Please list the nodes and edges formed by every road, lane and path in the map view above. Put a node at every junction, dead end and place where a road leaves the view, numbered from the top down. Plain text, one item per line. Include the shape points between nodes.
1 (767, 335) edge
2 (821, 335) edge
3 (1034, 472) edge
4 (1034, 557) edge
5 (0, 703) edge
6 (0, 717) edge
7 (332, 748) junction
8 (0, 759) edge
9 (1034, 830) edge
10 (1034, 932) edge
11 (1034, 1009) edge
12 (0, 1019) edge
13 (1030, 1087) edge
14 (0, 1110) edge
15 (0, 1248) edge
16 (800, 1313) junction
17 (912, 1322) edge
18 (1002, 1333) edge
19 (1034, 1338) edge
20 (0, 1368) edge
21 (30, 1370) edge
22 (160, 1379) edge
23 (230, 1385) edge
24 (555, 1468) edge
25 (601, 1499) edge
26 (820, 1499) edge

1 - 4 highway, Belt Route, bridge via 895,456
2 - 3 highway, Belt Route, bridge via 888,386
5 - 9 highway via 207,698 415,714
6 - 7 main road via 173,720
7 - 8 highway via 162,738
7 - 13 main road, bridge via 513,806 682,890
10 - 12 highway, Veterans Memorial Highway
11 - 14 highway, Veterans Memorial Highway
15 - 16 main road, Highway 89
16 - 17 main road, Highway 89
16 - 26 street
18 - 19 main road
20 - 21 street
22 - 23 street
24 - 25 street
□ □ □
• **WORK INSTRUCTIONS**: Each record is to be retyped exactly as it appears.

• **SOLUTION FOR THIS EXERCISE**:
Please list the nodes and edges formed by every road, lane and path in the map view above. Put a node at every junction, dead end and place where a road leaves the view, numbered from the top down. Plain text, one item per line. Include the shape points between nodes.
1 (767, 335) edge
2 (821, 335) edge
3 (1034, 472) edge
4 (1034, 557) edge
5 (0, 703) edge
6 (0, 717) edge
7 (332, 748) junction
8 (0, 759) edge
9 (1034, 830) edge
10 (1034, 932) edge
11 (1034, 1009) edge
12 (0, 1019) edge
13 (1030, 1087) edge
14 (0, 1110) edge
15 (0, 1248) edge
16 (800, 1313) junction
17 (912, 1322) edge
18 (1002, 1333) edge
19 (1034, 1338) edge
20 (0, 1368) edge
21 (30, 1370) edge
22 (160, 1379) edge
23 (230, 1385) edge
24 (555, 1468) edge
25 (601, 1499) edge
26 (820, 1499) edge

1 - 4 highway, Belt Route, bridge via 895,456
2 - 3 highway, Belt Route, bridge via 888,386
5 - 9 highway via 207,698 415,714
6 - 7 main road via 173,720
7 - 8 highway via 162,738
7 - 13 main road, bridge via 513,806 682,890
10 - 12 highway, Veterans Memorial Highway
11 - 14 highway, Veterans Memorial Highway
15 - 16 main road, Highway 89
16 - 17 main road, Highway 89
16 - 26 street
18 - 19 main road
20 - 21 street
22 - 23 street
24 - 25 street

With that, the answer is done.